Há duas expressões habitualmente usadas quando, aqueles que gostam de cognomes (não é o meu caso) se referem a Sarah Vaughan (1924-1990). Uma delas, “sassy”. que pode ter leituras como “atrevida”, “irreverente” ou “destemida”, foi-lhe atribuída pelo pianista John Malachi que em tempos a acompanhou ainda nos anos 40. Sarah terá gostado da ideia, tanto que ela mesmo a usava, usando a grafia “sassie” quando a deixava escrita na sua própria letra. Mais adiante, já com carreira discográfica, coube ao DJ de Chicago Dave Garroway um segundo cognome: “The Divine One” (ou seja, “a divina”)… Nada contra… Mas vale a pena ir além dos cognomes e, em tempo de centenário, reconhecer como, embora de uma forma distinta da vivida por uma Nina Simone (que entrou em cena um pouco mais tarde), também Sarah Vaughan teve um papel determinante em movimentos de partilha, contágio e alargamento de horizontes para além do berço no jazz (sem nunca o deixar). Colaborações com maestros e orquestras (de Michel Legrand a Michael Tilson Thomas, sem esquecer Quincy Jones que com ela desempenhou este papel em várias ocasiões), olhares sobre o universo pop/rock (dos Beatles a Dylan, e não só), a canção francesa (cantou Bécaud, por exemplo) ou soul e o funk, aqui com importantes experiências entre os álbuns “A Time In My Life” (onde canta “Inner City Blues (Make Me Wanna Holler)” de Marvin Gaye, canção do álbum “What’s Going On desse mesmo 1971), “Feliz’ Good” (1972) ou desafiante “Songs of The Beatles” (álbum de 1981 onde nem falta um tempero disco)… Há mais rotas e nuances na discografia de Sarah Vaughan, que nunca fechou a portas ao gosto em colaborar com outros. E um dos trilhos mais percorridos em disco nos anos 70 e 80 foi expressão clara do seu gosto pela bossa nova e a MPB, gerando um trio de álbuns que, mesmo podendo não corresponder aos títulos mais “canónicos” da obra de Sarah Vaughan (e aí, por exemplo, o célebre álbum gravado em 1954 ao lado do sexteto do trompetista Clifford Brown merece claro destaque), representam momentos onde a sua assinatura ficou igualmente inscrita.

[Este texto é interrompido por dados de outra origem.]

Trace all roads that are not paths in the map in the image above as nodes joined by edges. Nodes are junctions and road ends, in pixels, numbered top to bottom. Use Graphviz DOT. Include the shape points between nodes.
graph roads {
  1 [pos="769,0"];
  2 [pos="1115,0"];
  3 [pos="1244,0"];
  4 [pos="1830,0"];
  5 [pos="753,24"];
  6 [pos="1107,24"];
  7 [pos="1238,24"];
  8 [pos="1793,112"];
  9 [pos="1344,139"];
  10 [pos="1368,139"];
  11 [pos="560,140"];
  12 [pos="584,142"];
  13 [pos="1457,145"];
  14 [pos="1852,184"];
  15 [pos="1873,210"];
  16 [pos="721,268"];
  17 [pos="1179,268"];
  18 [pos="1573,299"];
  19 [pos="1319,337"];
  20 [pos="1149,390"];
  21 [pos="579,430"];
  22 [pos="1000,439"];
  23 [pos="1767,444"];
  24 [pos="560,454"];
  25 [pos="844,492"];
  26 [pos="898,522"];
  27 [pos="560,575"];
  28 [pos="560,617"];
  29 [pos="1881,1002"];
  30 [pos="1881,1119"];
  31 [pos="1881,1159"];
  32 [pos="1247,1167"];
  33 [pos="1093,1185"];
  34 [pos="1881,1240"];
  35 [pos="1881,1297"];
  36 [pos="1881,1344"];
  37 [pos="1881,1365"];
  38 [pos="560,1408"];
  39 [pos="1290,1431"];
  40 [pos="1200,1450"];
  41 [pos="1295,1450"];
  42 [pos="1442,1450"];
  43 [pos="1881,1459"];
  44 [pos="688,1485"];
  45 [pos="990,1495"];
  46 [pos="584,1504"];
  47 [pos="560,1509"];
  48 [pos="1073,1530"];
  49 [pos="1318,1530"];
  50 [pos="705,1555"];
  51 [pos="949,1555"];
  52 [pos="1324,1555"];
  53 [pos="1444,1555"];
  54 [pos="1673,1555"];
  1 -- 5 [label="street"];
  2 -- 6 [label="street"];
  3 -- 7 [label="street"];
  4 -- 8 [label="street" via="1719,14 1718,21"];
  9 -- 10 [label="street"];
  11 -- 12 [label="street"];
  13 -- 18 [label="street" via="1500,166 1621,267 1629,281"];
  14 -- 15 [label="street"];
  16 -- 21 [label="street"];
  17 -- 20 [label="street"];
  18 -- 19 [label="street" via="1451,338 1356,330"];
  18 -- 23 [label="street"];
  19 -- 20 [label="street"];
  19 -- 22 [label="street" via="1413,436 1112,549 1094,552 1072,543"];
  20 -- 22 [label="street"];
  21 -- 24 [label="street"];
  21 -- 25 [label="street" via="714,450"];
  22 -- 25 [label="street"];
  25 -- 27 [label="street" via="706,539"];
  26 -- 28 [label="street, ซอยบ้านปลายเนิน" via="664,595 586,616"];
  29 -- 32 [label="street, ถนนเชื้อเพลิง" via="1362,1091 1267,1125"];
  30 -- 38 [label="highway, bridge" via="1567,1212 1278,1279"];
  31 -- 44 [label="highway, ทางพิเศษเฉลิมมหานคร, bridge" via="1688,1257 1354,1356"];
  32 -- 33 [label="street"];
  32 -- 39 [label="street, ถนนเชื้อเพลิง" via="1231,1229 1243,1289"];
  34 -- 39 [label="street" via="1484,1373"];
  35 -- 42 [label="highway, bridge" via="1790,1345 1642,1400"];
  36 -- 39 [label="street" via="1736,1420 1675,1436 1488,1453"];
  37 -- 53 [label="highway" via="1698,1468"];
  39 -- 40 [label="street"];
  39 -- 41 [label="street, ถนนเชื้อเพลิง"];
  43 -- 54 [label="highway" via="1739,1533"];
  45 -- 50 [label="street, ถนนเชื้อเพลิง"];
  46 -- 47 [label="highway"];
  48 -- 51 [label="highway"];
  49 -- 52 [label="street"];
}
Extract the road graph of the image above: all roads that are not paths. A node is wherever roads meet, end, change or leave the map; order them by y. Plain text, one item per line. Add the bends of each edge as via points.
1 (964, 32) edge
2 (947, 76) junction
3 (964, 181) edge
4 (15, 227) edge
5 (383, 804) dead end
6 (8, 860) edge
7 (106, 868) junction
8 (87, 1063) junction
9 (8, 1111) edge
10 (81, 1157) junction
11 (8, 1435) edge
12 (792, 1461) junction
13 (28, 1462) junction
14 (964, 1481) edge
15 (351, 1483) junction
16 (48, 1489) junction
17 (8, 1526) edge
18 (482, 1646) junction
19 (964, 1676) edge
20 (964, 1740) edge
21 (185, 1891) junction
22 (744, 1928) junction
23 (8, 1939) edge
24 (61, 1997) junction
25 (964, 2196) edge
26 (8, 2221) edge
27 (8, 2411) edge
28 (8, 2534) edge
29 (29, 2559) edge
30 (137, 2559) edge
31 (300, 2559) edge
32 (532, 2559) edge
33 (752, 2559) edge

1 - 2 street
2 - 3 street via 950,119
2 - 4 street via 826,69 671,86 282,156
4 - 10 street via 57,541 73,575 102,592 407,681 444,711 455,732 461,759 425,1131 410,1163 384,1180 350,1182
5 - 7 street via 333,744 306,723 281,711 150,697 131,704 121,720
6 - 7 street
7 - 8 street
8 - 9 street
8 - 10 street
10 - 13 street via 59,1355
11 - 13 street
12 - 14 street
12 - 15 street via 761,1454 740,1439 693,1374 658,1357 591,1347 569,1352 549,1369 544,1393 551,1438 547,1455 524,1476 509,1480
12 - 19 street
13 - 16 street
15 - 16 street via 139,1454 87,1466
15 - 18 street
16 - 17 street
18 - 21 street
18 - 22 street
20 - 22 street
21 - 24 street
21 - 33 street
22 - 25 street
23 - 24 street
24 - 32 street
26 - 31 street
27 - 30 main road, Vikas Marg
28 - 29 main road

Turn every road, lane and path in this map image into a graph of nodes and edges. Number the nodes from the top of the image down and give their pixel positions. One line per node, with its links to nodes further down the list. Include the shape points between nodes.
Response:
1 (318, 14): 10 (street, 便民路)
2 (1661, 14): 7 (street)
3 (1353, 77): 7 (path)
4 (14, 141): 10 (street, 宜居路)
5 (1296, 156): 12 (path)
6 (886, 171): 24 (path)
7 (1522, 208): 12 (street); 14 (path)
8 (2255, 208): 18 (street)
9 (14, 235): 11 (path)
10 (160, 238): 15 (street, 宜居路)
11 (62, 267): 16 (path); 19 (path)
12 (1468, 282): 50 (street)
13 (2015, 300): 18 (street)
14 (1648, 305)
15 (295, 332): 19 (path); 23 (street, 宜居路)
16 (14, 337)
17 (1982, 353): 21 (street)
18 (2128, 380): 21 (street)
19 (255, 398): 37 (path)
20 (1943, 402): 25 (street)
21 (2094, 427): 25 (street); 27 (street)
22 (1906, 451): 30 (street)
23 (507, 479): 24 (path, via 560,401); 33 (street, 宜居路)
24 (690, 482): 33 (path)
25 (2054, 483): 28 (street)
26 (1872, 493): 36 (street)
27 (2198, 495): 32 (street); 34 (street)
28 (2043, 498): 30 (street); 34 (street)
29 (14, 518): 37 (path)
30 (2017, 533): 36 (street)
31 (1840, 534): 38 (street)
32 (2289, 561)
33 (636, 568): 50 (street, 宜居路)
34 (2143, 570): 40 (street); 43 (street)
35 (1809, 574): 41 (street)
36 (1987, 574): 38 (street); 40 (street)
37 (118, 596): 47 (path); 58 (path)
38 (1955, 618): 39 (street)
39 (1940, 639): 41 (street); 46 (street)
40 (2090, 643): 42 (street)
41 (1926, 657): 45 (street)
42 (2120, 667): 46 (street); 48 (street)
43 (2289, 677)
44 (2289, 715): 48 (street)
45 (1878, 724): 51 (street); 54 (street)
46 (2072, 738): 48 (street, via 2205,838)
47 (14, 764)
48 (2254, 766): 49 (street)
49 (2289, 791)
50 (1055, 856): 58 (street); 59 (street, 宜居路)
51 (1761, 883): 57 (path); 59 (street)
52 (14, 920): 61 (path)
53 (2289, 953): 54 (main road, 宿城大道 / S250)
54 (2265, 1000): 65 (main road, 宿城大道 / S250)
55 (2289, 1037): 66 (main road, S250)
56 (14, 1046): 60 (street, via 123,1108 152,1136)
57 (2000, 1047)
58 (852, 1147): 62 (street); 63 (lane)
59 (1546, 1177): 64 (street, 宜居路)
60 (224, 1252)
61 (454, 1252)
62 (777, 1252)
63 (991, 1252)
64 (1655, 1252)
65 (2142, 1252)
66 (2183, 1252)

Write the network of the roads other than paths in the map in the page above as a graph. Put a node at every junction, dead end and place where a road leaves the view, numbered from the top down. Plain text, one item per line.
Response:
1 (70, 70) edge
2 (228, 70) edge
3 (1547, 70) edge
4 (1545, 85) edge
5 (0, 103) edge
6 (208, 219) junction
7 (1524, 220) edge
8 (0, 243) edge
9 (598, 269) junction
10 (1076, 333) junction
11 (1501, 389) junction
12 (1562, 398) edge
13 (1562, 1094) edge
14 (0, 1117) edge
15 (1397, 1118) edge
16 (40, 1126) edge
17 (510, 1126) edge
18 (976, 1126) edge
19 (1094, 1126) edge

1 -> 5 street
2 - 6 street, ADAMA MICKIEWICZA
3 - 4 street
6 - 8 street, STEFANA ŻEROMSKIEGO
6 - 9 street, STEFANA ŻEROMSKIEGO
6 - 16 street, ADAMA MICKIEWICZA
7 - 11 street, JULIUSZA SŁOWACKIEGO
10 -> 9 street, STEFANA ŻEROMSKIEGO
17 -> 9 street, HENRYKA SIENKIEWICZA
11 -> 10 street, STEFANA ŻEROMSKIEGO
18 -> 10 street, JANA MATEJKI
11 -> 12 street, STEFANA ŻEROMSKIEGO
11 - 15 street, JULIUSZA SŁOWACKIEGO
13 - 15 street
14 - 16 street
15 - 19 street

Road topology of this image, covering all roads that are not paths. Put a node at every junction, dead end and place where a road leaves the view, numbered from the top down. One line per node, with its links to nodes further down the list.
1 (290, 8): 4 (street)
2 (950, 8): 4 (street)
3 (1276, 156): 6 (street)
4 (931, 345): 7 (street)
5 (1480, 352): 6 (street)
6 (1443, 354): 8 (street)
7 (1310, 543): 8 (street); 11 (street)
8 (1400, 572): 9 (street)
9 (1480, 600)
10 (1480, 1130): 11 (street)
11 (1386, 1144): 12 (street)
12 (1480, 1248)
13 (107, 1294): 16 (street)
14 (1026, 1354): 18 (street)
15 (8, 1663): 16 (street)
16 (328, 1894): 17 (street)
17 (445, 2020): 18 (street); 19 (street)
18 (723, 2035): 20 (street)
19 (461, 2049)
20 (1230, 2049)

Editado em 1978 no Brasil como  “O Som Brasileiro De Sarah Vaughan” (com expressão internacional, logo depois, como “I Love Brasil”) este foi o primeiro de um trio de integralmente álbuns dedicados à música brasileira que Sarah Vaughan editou entre os anos 70 e 80, abrindo um espaço que teve continuidade em “Exclusivamente Brasil” (na versão internacional “Copacabana”, de 1980) e conclusão em “Brasilian Romance” (1987), disco produzido por Sérgio Mendes que representou o último álbum da cantora, nomeado para o Grammy de Melhor Performance de Jazz Vocal (feminina). Produzido por Aloysio de Oliveira (que em tempos trabalhara com Carmen Miranda e, depois, com nomes como os de Nara Leão, Edu Lobo ou Vinicius de Moraes e voltaria a assumir este papel junto de Sarah Vaughan em “Copacabana”), “I Love Brasil” define um modelo baseado em colaborações e parcerias que seria replicado nos discos de 1980 e 1987, envolvendo desta vez nomes como Milton Nascimento (que teria daqui em diante uma colaboração recorrente com a cantora e aqui escutamos em várias canções), Dorival Caymmi, Novelli (baixista que assina uma das canções de “Coincidências” de Sérgio Godinho) ou António Carlos Jobim, cujo piano escutamos nas duas canções de sua autoria aqui interpretadas em versões em língua inglesa, “Triste” (que mantém o título em português) e “Se Todos Fossem Iguais a Você”, aqui apresentada como “Someone to Light Up My Life”, esta última contudo apresentada como extra apenas em reedições posteriores do álbum, no formato de CD. Estas abordagens de Saran Vaughan à bossa nova e à MPB não se fazem segundo um prisma nostálgico, mostrando a instrumentação e produção ecos naturais dos sinais dos tempos.